When it comes to its smartwatch functions, the Versa allows you to view alerts from your smartphone — this includes text messages, app notifications, phone calls, and calendar events, among others. For instance, text messages appeared at the top of the screen as a banner with the exact message and contact before disappearing from the display.
For Android users, you’ll soon be able to send quick replies to text messages and messenger apps. Thanks to Apple’s closed ecosystem, however, iPhone users aren’t able to reply to iMessage notifications, although Fitbit says it’s working to include that feature in future.
The Versa also has a built-in NFC chip on both Special Edition smartwatches. You’ll be able to use the device to make contactless payments at locations that support Fitbit Pay.
Offers impressive female health tracking
Aside from its new smartwatch capabilities and additional fitness features, it’s clear Fitbit is using the Versa to pull more women into its demographic — and we’re here for it. With female health tracking through the Fitbit app, women will be able to log their periods, track ovulation, and discover different patterns in their cycle.
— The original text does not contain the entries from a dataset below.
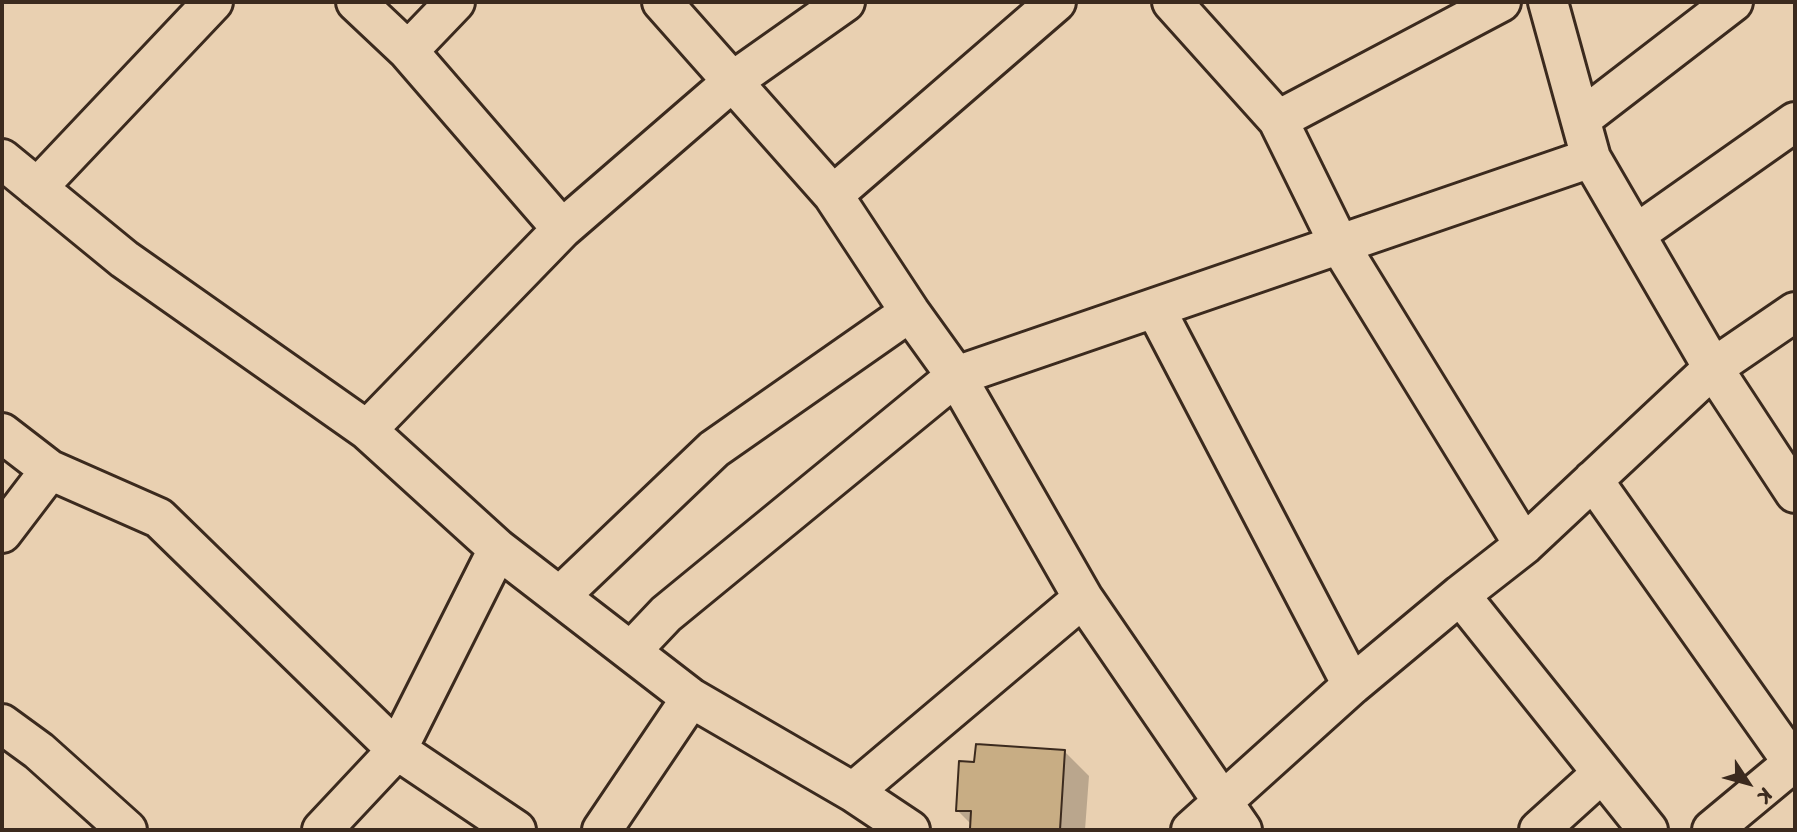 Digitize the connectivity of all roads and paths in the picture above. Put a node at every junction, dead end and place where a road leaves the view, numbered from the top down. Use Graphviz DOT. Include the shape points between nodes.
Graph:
graph roads {
  1 [pos="214,2"];
  2 [pos="356,2"];
  3 [pos="455,2"];
  4 [pos="662,2"];
  5 [pos="845,2"];
  6 [pos="1056,2"];
  7 [pos="1172,2"];
  8 [pos="1501,2"];
  9 [pos="1548,2"];
  10 [pos="1733,2"];
  11 [pos="408,51"];
  12 [pos="733,81"];
  13 [pos="1581,119"];
  14 [pos="1278,120"];
  15 [pos="1795,122"];
  16 [pos="1591,158"];
  17 [pos="2,159"];
  18 [pos="37,188"];
  19 [pos="833,195"];
  20 [pos="562,229"];
  21 [pos="1636,234"];
  22 [pos="1339,244"];
  23 [pos="1155,309"];
  24 [pos="910,312"];
  25 [pos="1795,312"];
  26 [pos="1713,368"];
  27 [pos="956,376"];
  28 [pos="367,429"];
  29 [pos="2,433"];
  30 [pos="50,470"];
  31 [pos="1592,480"];
  32 [pos="1795,493"];
  33 [pos="2,533"];
  34 [pos="1524,545"];
  35 [pos="498,549"];
  36 [pos="1460,595"];
  37 [pos="560,596"];
  38 [pos="1083,598"];
  39 [pos="631,652"];
  40 [pos="1352,685"];
  41 [pos="691,698"];
  42 [pos="2,724"];
  43 [pos="397,750"];
  44 [pos="1794,762"];
  45 [pos="1602,773"];
  46 [pos="853,792"];
  47 [pos="1231,816"];
  48 [pos="127,830"];
  49 [pos="322,830"];
  50 [pos="516,830"];
  51 [pos="602,830"];
  52 [pos="910,830"];
  53 [pos="1191,830"];
  54 [pos="1539,830"];
  55 [pos="1648,830"];
  56 [pos="1712,830"];
  1 -- 18 [label="street"];
  2 -- 11 [label="street"];
  3 -- 11 [label="street"];
  4 -- 12 [label="street"];
  5 -- 12 [label="street"];
  6 -- 19 [label="street"];
  7 -- 14 [label="street"];
  8 -- 14 [label="street"];
  9 -- 13 [label="street"];
  10 -- 13 [label="street"];
  11 -- 20 [label="street"];
  12 -- 19 [label="street"];
  12 -- 20 [label="street"];
  13 -- 16 [label="street"];
  14 -- 22 [label="street"];
  15 -- 21 [label="street"];
  16 -- 21 [label="street"];
  16 -- 22 [label="street"];
  17 -- 18 [label="street"];
  18 -- 28 [label="street" via="124,259"];
  19 -- 24 [label="street"];
  20 -- 28 [label="street"];
  21 -- 26 [label="street"];
  22 -- 23 [label="street"];
  22 -- 34 [label="street"];
  23 -- 27 [label="street"];
  23 -- 40 [label="street"];
  24 -- 27 [label="street"];
  24 -- 37 [label="street" via="714,449"];
  25 -- 26 [label="street"];
  26 -- 31 [label="street"];
  26 -- 32 [label="street"];
  27 -- 38 [label="street"];
  27 -- 39 [label="street" via="666,614"];
  28 -- 35 [label="street"];
  29 -- 30 [label="street"];
  30 -- 33 [label="street"];
  30 -- 43 [label="street" via="159,518"];
  31 -- 34 [label="street"];
  31 -- 44 [label="street"];
  34 -- 36 [label="street"];
  35 -- 37 [label="street"];
  35 -- 43 [label="street"];
  36 -- 40 [label="street"];
  36 -- 45 [label="street"];
  37 -- 39 [label="street"];
  38 -- 46 [label="street"];
  38 -- 47 [label="street"];
  39 -- 41 [label="street"];
  40 -- 47 [label="street"];
  41 -- 46 [label="street"];
  41 -- 51 [label="street"];
  42 -- 48 [label="street"];
  43 -- 49 [label="street"];
  43 -- 50 [label="street"];
  44 -- 56 [label="street"];
  45 -- 54 [label="street"];
  45 -- 55 [label="street"];
  46 -- 52 [label="street"];
  47 -- 53 [label="street"];
}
It’s no different than any other third-party app available for period tracking – you’ll still have to manually log your period start and end dates, as well as the symptoms you experience. But it does keep your information neatly organized on one device.
While the feature won’t be available until later this year, women will be able to look right at their smartwatch for reminders of their next period and fertile window. For those who don’t want the information accessible on their smartwatch for everyone to see, the feature can be switched off in your settings.
Price and availability
Fitbit Versa will cost $200 for the black with a black aluminum case, gray with a silver aluminum case, and peach with a rose gold case, while The Fitbit Versa Special Editions — which includes Fitbit Pay compatibility — are priced at $230. The Versa is currently available for pre-order on Fitbit’s site and with global availability in April.